In the case of a toxicity experiment, in which cell health is probed after the addition of small molecule compounds, one would expect a reduction in signals for each of these detection technologies should the compound display toxicity. The extent of reduction depends on how the specific enzymes involved in generating signal are affected or the metabolic activity of the cells in the case of ATP measurement. Figure 2 illustrates these impacts when the cells are treated with cycloheximide and tamoxifen.

Cycloheximide is used widely in biomedical research to inhibit protein synthesis in eukaryotic cells studied in vitro. Its toxic effect is plainly seen in Figure 2, where for each technology a significant drop in signal is evident with increasing dose of the compound.
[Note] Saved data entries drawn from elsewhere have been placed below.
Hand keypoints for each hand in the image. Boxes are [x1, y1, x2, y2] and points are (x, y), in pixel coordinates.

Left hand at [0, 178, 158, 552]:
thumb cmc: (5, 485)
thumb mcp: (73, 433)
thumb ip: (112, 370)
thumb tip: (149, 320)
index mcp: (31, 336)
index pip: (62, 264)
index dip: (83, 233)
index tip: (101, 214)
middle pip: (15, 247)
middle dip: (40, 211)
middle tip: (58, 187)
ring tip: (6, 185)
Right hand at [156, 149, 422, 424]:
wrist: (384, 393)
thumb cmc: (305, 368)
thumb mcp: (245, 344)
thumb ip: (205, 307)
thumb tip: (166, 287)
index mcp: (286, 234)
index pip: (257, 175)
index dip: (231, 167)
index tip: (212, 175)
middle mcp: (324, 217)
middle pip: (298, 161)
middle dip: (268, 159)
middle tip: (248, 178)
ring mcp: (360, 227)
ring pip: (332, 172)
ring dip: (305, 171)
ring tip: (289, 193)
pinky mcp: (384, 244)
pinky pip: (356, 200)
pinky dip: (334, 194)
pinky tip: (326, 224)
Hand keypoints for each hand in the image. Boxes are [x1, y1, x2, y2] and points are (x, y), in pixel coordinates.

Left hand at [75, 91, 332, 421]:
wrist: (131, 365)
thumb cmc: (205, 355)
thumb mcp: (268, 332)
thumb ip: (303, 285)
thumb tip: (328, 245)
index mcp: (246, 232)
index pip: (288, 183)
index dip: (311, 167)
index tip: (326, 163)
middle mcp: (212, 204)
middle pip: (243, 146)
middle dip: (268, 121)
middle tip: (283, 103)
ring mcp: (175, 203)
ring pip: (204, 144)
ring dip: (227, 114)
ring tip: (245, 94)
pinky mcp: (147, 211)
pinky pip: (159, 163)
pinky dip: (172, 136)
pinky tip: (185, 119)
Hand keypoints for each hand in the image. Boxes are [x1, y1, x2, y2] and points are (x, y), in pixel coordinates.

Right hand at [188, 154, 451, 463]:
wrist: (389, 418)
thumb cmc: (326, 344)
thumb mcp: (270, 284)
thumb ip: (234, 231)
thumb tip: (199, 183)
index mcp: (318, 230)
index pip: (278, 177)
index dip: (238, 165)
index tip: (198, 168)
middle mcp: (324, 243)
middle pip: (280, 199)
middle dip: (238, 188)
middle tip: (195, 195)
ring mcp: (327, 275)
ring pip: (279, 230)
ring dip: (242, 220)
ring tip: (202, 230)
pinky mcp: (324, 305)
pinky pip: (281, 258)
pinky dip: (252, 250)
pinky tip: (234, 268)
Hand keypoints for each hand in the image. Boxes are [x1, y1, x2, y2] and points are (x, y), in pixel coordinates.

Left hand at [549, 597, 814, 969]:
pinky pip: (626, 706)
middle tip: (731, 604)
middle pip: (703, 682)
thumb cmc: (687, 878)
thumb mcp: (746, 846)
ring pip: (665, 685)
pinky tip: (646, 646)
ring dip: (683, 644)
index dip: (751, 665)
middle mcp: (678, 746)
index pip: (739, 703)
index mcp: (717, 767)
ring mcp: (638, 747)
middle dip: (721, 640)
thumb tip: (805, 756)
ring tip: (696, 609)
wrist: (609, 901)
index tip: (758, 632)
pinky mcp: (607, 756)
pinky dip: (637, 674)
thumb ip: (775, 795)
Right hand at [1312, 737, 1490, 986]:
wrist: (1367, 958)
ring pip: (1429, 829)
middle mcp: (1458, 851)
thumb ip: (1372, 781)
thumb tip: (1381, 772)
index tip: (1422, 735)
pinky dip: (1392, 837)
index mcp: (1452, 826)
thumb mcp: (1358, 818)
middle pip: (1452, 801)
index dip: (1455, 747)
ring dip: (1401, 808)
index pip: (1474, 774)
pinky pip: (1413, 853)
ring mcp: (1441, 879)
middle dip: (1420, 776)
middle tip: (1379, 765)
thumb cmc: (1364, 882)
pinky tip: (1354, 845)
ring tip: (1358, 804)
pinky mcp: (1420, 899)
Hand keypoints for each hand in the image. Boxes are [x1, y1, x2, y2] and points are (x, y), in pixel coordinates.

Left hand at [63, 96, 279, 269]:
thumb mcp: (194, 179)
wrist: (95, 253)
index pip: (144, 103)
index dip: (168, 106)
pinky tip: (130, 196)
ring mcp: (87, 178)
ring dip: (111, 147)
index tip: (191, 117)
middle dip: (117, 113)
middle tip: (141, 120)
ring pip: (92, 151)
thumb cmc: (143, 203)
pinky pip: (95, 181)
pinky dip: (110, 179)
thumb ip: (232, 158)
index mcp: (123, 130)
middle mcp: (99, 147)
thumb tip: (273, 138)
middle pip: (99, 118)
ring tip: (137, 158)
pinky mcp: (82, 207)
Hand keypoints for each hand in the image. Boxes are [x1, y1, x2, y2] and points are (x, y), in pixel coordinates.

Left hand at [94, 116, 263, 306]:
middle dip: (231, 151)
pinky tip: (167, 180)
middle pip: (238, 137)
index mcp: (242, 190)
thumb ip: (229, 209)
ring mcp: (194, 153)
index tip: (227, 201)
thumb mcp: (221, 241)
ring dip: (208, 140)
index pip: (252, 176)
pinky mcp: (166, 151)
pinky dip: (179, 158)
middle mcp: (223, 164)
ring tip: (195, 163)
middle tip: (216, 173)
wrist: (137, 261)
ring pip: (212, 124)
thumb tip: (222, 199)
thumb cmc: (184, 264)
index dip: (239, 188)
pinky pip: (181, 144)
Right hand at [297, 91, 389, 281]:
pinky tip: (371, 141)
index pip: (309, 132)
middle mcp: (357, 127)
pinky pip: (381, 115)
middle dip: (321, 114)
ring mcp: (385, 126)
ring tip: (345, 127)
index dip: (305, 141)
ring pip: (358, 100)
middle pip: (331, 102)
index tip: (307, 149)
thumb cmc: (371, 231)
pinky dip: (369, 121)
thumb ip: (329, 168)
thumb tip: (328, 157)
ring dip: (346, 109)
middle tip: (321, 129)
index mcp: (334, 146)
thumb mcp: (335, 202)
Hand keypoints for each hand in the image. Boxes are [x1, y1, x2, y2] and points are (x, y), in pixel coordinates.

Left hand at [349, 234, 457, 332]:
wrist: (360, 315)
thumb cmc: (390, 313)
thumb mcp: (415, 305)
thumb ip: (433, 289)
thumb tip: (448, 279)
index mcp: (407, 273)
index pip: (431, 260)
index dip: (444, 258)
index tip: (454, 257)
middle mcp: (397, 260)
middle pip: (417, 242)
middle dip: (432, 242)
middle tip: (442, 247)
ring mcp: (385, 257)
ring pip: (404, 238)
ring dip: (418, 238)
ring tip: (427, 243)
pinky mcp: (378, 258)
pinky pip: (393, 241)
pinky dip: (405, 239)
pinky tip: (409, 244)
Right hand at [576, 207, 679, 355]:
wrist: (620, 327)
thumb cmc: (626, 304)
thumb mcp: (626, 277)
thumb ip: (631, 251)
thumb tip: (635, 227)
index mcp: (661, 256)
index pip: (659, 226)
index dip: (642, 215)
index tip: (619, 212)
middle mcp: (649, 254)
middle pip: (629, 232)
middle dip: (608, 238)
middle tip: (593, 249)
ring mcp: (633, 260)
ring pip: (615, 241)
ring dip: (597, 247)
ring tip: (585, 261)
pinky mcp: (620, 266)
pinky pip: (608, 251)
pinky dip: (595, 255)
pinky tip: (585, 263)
For each technology, the dose at half the maximum signal drop is approximately 0.1µM. Note also that the extent of cytotoxicity appears to be greater for the detection technologies based on cytosolic enzyme turnover (MTT and Calcein AM) compared to ATP measurement (CellTiter-Glo). Conversely, tamoxifen demonstrates little toxicity over its full dose range, which is not unexpected for this medication widely used to treat breast cancer.


The Synergy LX Multi-Mode Reader is a low-cost solution for the most common detection technologies used in life sciences research, including absorbance, fluorescence, and luminescence detection. Here we demonstrated its utility to quantify cellular toxicity using widely used cell viability assays that employ these common detection modes.